**Problem details**
What lines in the data below mention the string "Bend"? Copy them out.

**Source information**
************
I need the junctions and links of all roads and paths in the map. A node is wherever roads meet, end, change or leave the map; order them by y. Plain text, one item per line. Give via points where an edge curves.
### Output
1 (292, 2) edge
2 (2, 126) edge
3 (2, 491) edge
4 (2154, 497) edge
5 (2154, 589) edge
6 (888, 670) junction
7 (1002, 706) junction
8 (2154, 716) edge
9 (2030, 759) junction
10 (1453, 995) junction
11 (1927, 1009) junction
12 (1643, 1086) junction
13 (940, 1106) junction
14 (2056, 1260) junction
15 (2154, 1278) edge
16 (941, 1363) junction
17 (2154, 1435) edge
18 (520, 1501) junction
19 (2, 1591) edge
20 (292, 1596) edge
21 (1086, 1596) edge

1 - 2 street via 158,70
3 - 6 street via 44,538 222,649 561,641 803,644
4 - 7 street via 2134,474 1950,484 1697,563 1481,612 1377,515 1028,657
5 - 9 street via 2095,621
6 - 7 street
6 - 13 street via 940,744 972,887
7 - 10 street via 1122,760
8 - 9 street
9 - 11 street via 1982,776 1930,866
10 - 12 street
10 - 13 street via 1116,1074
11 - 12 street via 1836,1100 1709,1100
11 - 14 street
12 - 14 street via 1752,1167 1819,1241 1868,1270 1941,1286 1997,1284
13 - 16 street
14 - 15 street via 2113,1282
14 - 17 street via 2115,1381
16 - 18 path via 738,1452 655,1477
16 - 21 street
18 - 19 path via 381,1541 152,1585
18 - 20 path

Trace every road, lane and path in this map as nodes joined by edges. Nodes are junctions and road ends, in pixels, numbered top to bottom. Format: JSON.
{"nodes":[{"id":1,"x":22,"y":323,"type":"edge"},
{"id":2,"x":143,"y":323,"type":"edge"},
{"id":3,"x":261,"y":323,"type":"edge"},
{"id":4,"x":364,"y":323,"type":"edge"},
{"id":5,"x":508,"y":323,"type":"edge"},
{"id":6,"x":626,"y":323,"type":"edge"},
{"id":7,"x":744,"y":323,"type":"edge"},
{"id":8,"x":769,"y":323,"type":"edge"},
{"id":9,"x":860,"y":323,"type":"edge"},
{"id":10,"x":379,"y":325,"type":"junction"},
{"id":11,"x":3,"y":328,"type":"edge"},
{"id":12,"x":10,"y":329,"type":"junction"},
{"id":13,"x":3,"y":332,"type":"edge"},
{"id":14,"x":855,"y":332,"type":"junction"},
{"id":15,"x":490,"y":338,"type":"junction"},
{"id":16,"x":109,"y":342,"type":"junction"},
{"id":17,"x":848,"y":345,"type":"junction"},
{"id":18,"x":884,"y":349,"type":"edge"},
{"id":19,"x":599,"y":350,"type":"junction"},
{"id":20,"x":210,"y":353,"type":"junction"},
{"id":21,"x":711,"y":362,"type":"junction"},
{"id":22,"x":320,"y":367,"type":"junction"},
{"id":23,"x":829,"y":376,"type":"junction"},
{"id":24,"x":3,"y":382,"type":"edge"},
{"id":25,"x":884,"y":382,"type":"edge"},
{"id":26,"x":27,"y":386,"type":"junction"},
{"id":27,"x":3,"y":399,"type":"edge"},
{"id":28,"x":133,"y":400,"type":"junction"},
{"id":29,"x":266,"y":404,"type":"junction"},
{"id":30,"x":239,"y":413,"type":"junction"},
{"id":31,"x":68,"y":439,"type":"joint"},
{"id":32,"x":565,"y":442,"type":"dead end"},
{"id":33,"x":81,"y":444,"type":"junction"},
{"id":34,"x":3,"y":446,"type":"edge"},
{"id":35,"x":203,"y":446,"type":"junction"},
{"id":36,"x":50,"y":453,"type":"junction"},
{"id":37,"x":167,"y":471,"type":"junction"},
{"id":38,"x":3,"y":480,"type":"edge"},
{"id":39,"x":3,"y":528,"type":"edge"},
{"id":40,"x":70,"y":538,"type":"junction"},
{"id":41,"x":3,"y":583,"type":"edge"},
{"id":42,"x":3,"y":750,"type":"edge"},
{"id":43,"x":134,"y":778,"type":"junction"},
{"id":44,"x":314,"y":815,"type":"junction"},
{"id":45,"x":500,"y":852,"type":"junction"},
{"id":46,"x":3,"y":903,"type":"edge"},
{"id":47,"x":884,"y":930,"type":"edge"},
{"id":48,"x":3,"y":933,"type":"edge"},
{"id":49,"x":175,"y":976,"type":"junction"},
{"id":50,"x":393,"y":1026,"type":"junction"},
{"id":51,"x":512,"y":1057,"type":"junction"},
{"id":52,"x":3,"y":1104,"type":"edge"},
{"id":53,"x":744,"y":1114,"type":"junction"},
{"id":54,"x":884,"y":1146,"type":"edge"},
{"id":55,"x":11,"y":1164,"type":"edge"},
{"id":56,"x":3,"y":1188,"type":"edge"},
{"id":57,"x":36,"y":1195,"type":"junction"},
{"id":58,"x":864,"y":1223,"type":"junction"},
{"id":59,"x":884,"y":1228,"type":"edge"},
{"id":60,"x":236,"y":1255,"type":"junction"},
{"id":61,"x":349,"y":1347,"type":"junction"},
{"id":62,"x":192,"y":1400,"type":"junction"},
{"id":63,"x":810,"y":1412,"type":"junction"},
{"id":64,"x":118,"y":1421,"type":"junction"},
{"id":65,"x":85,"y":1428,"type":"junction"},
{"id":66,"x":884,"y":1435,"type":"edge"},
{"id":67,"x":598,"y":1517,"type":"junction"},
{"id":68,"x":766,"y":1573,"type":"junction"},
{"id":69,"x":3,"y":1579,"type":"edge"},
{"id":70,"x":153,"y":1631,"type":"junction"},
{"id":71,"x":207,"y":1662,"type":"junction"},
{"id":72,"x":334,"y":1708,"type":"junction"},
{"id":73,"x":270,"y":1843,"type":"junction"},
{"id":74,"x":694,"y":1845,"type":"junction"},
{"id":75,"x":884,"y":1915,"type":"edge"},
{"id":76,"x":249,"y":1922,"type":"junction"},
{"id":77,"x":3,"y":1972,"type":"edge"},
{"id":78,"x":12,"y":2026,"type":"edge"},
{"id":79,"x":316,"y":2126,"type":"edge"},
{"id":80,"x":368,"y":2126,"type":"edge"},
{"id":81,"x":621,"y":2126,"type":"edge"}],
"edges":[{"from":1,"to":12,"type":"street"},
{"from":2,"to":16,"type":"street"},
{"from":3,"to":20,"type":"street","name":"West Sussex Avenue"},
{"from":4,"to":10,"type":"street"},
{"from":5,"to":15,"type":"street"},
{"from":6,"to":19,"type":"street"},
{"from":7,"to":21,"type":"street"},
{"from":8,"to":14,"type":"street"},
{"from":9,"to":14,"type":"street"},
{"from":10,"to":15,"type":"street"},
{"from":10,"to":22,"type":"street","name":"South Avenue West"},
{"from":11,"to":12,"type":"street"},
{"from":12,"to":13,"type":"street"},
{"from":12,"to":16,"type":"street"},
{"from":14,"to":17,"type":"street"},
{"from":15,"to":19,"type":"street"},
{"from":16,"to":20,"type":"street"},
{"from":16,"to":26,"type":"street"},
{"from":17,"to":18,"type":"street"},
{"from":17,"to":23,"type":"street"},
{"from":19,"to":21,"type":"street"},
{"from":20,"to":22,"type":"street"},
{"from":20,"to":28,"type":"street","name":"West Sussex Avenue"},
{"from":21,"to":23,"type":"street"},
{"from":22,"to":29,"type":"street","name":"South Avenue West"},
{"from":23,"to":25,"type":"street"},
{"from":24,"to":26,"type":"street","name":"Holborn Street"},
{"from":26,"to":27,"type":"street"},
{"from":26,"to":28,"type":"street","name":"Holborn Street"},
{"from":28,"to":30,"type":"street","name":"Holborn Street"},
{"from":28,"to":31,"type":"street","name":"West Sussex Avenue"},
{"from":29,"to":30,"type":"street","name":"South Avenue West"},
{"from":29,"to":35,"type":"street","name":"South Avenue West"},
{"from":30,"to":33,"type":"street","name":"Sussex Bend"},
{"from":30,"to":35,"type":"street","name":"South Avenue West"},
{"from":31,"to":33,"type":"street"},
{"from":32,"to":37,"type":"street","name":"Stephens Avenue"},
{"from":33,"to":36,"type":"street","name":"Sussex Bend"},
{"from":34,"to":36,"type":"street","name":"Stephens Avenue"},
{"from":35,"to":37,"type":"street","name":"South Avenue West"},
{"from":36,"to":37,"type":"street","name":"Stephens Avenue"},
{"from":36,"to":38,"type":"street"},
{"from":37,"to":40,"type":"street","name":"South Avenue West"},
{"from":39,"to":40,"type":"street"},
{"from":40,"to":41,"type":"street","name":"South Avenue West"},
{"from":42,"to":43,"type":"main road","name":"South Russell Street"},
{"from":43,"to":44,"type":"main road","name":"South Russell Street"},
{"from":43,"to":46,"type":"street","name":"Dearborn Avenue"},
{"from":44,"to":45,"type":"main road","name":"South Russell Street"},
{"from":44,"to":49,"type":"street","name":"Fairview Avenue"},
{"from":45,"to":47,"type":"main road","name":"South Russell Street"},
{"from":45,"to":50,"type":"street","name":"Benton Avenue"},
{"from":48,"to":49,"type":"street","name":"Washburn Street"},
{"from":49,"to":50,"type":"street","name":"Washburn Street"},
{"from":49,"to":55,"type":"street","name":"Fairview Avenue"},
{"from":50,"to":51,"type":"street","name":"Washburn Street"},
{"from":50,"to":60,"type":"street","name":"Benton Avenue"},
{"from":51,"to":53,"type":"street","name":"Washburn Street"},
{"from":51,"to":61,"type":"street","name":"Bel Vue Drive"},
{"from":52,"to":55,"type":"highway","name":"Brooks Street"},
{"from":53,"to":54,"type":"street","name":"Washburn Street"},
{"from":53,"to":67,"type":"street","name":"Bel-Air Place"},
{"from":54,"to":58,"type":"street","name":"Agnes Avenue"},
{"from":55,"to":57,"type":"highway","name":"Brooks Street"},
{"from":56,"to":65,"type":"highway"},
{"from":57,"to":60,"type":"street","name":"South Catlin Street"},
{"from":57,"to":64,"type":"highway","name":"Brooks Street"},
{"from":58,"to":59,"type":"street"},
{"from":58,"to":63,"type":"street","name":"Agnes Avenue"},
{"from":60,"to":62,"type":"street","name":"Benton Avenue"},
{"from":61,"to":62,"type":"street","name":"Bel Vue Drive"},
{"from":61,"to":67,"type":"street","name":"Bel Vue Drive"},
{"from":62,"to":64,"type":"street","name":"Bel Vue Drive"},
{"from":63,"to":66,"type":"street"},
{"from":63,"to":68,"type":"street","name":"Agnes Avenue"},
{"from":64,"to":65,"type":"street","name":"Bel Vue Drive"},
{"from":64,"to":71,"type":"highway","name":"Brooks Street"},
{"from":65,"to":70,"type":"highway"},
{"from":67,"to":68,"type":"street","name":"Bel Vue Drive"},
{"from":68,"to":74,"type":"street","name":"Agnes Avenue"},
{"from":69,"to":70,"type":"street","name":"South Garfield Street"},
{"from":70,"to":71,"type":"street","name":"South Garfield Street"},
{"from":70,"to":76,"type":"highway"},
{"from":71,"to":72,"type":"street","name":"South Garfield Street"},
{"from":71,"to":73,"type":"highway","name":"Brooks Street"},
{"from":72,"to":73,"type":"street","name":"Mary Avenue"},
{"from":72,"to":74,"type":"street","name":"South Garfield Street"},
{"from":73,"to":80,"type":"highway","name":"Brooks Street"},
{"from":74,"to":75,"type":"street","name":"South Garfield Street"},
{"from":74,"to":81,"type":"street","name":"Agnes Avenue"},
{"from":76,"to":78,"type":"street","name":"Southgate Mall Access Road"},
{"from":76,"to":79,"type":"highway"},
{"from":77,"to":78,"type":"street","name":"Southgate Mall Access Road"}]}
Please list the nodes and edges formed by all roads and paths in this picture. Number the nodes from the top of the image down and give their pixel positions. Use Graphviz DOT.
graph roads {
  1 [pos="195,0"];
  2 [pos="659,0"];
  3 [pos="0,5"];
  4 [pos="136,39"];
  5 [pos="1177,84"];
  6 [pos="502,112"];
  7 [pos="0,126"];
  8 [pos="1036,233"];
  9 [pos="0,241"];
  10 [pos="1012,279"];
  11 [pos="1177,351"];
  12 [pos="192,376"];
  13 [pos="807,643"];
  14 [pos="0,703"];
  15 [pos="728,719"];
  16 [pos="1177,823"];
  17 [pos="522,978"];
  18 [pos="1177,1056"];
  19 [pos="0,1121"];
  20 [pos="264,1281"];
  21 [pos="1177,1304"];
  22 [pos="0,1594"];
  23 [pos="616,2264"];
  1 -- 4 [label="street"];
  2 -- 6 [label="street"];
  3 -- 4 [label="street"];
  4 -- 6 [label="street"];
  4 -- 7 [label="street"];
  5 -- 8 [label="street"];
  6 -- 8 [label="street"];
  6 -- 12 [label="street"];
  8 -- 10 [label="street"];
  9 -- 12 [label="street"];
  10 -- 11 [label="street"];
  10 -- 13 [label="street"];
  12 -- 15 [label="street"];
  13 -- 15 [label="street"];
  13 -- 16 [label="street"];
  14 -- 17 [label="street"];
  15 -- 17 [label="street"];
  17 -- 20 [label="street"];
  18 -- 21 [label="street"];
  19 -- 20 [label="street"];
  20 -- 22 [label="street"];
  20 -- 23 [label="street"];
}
************
**Result for this task**
{"from":30,"to":33,"type":"street","name":"Sussex Bend"},
{"from":33,"to":36,"type":"street","name":"Sussex Bend"},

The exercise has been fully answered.